The lawsuit filed March 1, 2006 in the United States District Court for the Northern District of Georgia alleges an eighty-two year history of a glass ceiling for African American employees and recent willful violations of equal employment opportunity laws. "Through its attorneys, Ogletree, Deakins, Nash, Smoak & Stewart, P.C., LOMA filed a motion to have the suit against the board of directors dismissed on the grounds that the board of directors isn't a legal entity, so I've amended my lawsuit to include allegations of negligence in the discharge of his or her duties against each member of LOMA's board of directors because each board member must be held accountable for the discriminatory views, attitudes, employment practices, and personnel policies that have been allowed to persist and permeate LOMA," says Morris.

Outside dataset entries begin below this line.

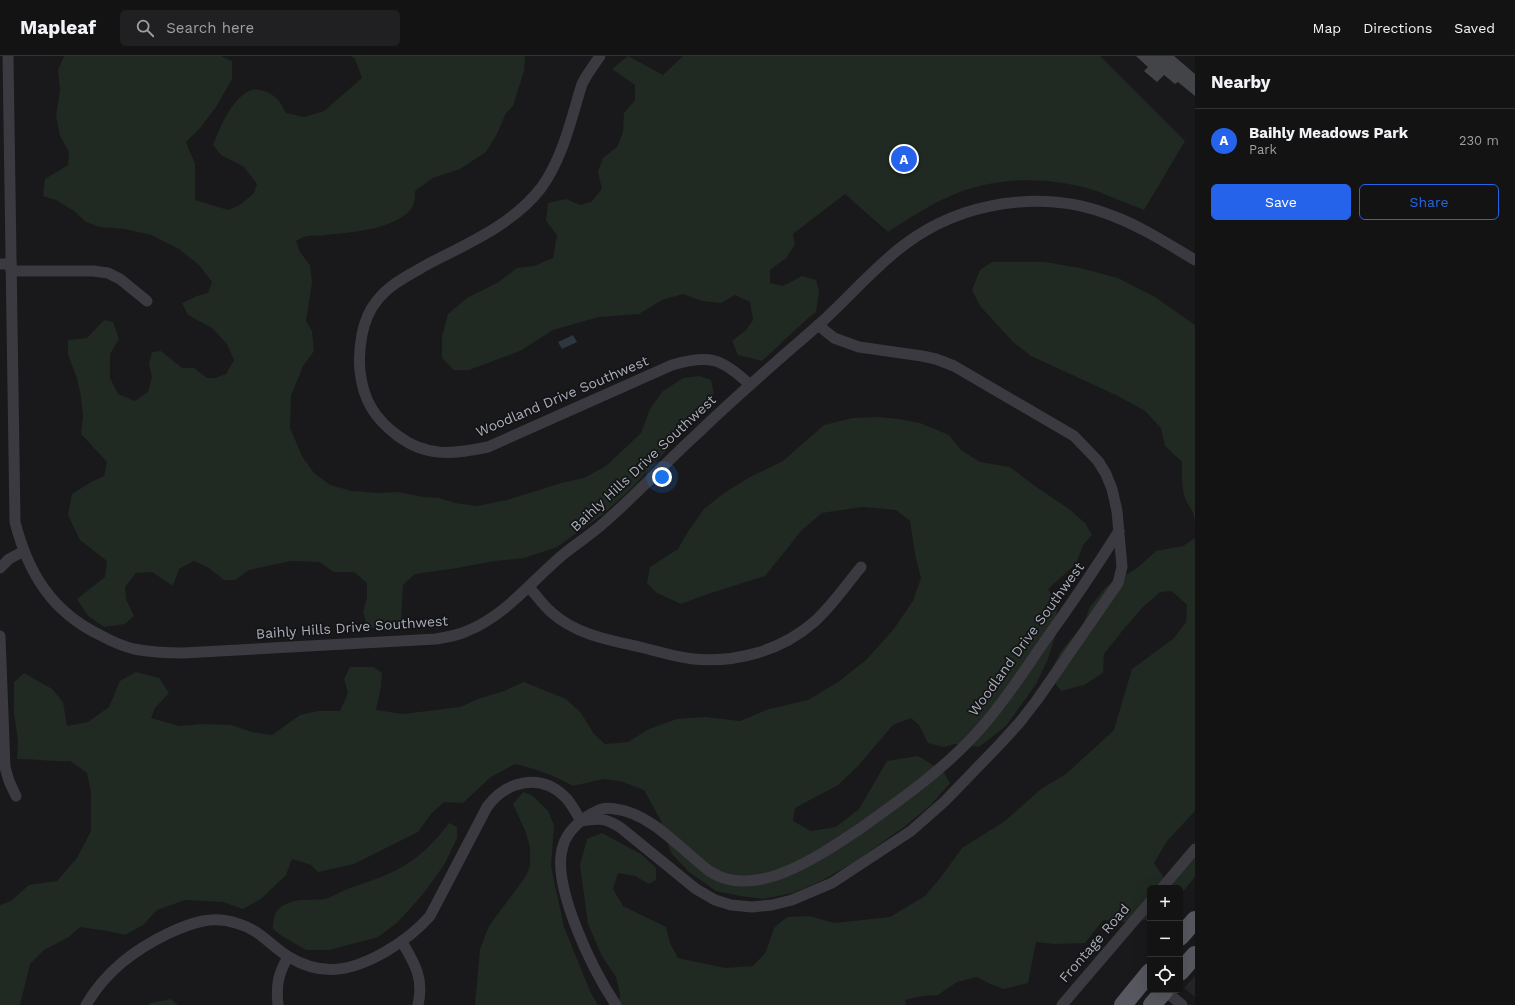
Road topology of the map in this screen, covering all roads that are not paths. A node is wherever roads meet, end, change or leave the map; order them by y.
1 (8, 56) edge
2 (600, 56) edge
3 (1195, 260) edge
4 (8, 270) edge
5 (0, 278) edge
6 (147, 301) dead end
7 (818, 325) junction
8 (750, 385) junction
9 (1119, 531) junction
10 (24, 551) junction
11 (861, 566) dead end
12 (0, 568) edge
13 (529, 587) junction
14 (0, 636) edge
15 (16, 796) dead end
16 (581, 821) junction
17 (1195, 849) edge
18 (1165, 885) edge
19 (1147, 906) edge
20 (1195, 920) edge
21 (1183, 934) edge
22 (402, 942) junction
23 (1195, 955) edge
24 (288, 957) junction
25 (1183, 969) edge
26 (1147, 977) edge
27 (1162, 993) edge
28 (1168, 993) edge
29 (86, 1005) edge
30 (278, 1005) edge
31 (418, 1005) edge
32 (616, 1005) edge
33 (1062, 1005) edge
34 (1123, 1005) edge
35 (1152, 1005) edge
36 (1182, 1005) edge

1 - 4 street, Baihly Hills Drive Southwest
2 - 8 street, Woodland Drive Southwest
3 - 7 street, Baihly Hills Drive Southwest
4 - 5 street
4 - 6 street
4 - 10 street, Baihly Hills Drive Southwest
7 - 8 street, Baihly Hills Drive Southwest
7 - 9 street
8 - 13 street, Baihly Hills Drive Southwest
9 - 16 street, Woodland Drive Southwest
9 - 16 street
10 - 12 street
10 - 13 street, Baihly Hills Drive Southwest
11 - 13 street
14 - 15 street
16 - 22 street
16 - 32 street, Woodland Drive Southwest
17 - 18 street
19 - 33 street, Frontage Road
20 - 21 main road
22 - 24 street
22 - 31 street
23 - 25 main road
24 - 29 street
24 - 30 street
26 - 34 main road
27 - 35 main road
28 - 36 street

"There's only one African American manager at LOMA to my knowledge, and that person is manager of the mailroom. LOMA claims to be an equal opportunity employer, but when it comes to positions above manager, it may as well post a sign that says 'whites only need apply.' In a letter I received from Thomas Donaldson, he stated that my allegations regarding LOMA's eighty-two year history of discriminatory employment practices are 'irrelevant' and that LOMA doesn't 'unfairly' discriminate. How does one 'fairly' discriminate? It's as if Donaldson doesn't realize that race isn't a valid occupational qualification," says Morris.

"The insignificance LOMA placed on allegations of employment discrimination and a glass ceiling that hinders African Americans from being hired into positions of director and above also shows through in that one of two lead attorneys LOMA has chosen to represent them is only six months out of law school and rather than answering my complaint or resolving the matter, through its attorneys LOMA filed a motion to have the complaint dismissed for reasons that have nothing to do with the merits of the case. An answer could have been filed with the motion; however, they delayed filing an answer by instead arguing that an EEOC document that was received two days after the lawsuit was filed wasn't attached when the suit was filed, even though LOMA received that document on the same day I did. By using legal tactics that delay and make it costly, difficult, and time consuming, mounting a legal challenge to fight discrimination results in undue financial hardship. That's one of the reasons why discrimination continues to exist even where there are laws that prohibit it. LOMA's board of directors has ultimate responsibility for making sure LOMA's written employment policies are practiced throughout the organization and that any unwritten policies comply with the law. Rather than holding the wrong doers responsible or taking corrective actions, LOMA's board seems to have given the okay to circle the wagons and fight off anyone who dares to expose what's been going on at LOMA for decades," says Morris.

"Being that LOMA receives at least $7 million in tax benefits every year due to its status as a tax-exempt organization, even taxpayers should voice a say in whether or not their tax dollars should support discriminatory practices. I've added a page to my website www.lomaglassceiling.com to provide contact information to the IRS so that taxpayers can voice their opinions. LOMA isn't a private club that can choose its members. I believe that violating laws that prohibit employment discrimination is an abuse of its tax-exempt status," says Morris.

"LOMA was formed in 1924. It's had decades to implement pro-diversity measures that would have avoided this situation entirely, and before filing the lawsuit and then again before filing this amendment, I made settlement offers to LOMA that included taking steps that would have improved diversity within the organization. I was just seeking a job at the director level. It wasn't my intent to bring on the wrath of hundreds of insurance companies, but I don't know of any other way to bring about accountability for discriminatory practices and bring down the walls that are holding up LOMA's glass ceiling. It's easy for companies to talk about ethics and embracing diversity, but change doesn't take place until people within the companies walk the talk," says Morris.